Any single-core Atom will perform worse than your 5-year old Pentium M. Heck, in most benchmarks, a lowly Dothan Celeron-M 900mhz will beat the N270/280, and your (clocked comparably to an Atom) will absolutely smack an Atom silly (probably 2x better performance, all other things equal). And the new Pineview CPUs & Pinetrail chipset is just a smidgen better than the ancient 270/280 + 945GSE combo so that's nothing to get excited about.
99.9% of netbooks have 1024x600 LCDsso that's obviously going to be a downgrade. You will pick up LED screen lighting and an integrated webcam, which might be impotant to you.
The Radeon Mobility 9200 is a DX8 card, whereas the GMA950 is technically DX9. That said, aside from Windows Aero, the 9200 will run circles around the GMA950 for DX7/8 gaming if that's your think. Both will of course fail miserably and won't support hardware-assisted Flash for HD streaming etc.
All netbooks now have 1GB DDR2 standard but that's a wash due to the CPU limitation. ANd it's a single stick and netbooks don't support dual-channel. DDR3 is just starting to trickle into the 11.6" ultraportable and ION market.
HDD capacities now are similar (160gb-250gb) though performance, noise & power consumption will be considerably better due several generations of newer portable HDD tech. You will have XP SP3 or Win 7 starter on most netbooks, with a handful coming with Win 7 Home Premium. You can always do a Windows Anytime Upgrade to bump up from Starter to 7 HP.
You'll naturally lose the optical drive. You'll probably pick up another USB 2.0 port or two.
MANY netbooks nowadays still don't come with "N" wireless or Bluetooth. In fact, both (esp. BT) are considered sort of speciality, higher-cost luxury items that you will pay extra for.

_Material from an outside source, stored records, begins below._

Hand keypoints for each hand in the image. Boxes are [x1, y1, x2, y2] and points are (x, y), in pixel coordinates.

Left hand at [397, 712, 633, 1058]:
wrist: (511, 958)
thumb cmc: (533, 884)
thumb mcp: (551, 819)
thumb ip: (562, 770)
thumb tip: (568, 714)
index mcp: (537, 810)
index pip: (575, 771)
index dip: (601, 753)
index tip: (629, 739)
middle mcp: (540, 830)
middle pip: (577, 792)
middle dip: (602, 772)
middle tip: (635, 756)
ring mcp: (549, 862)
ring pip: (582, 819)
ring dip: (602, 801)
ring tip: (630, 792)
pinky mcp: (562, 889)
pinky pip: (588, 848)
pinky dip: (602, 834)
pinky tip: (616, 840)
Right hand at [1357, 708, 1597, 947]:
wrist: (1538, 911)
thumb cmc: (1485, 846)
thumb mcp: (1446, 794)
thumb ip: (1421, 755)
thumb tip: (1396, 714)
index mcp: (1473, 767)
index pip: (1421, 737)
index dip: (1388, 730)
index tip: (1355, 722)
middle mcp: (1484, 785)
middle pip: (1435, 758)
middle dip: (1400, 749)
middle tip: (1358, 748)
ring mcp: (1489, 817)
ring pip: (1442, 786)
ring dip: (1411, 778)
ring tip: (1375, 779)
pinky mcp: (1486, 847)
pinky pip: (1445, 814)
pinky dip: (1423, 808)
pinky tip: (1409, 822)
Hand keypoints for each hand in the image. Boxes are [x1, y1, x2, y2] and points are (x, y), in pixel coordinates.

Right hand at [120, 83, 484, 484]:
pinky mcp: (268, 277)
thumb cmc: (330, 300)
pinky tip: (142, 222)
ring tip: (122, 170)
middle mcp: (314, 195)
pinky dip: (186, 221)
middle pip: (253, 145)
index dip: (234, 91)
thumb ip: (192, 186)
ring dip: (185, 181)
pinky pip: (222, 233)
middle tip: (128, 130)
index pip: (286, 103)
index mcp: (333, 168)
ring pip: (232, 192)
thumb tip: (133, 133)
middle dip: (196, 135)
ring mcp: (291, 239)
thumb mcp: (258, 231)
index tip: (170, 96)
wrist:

Most of the cheaper Ralink etc. wireless chipsets used in contemporary netbooks are 2.4Ghz only and don't hold a candle to a solid Intel wireless G card.
Weight & battery life, any netbook or even any current ultraportable will absolutely trounce your trusty HP.
Honestly, your best bet would be something like an 11.6" CULV machine---I am partial to the Acer Aspire 1410 with the SU2300 Celeron dual-core ($400-$450). You also get such goodies as HDMI output and a multitouch touchpad. If you need more graphics horsepower, the Asus EEE PC 120N which has an ION chipset and a dual-core Atom 330 (desktop). It'll give you a nice CPU boost (though far weaker than the ULV CPUs) while offering a HUGE improvment in GPU capabilities and still beat your old HP's battery life.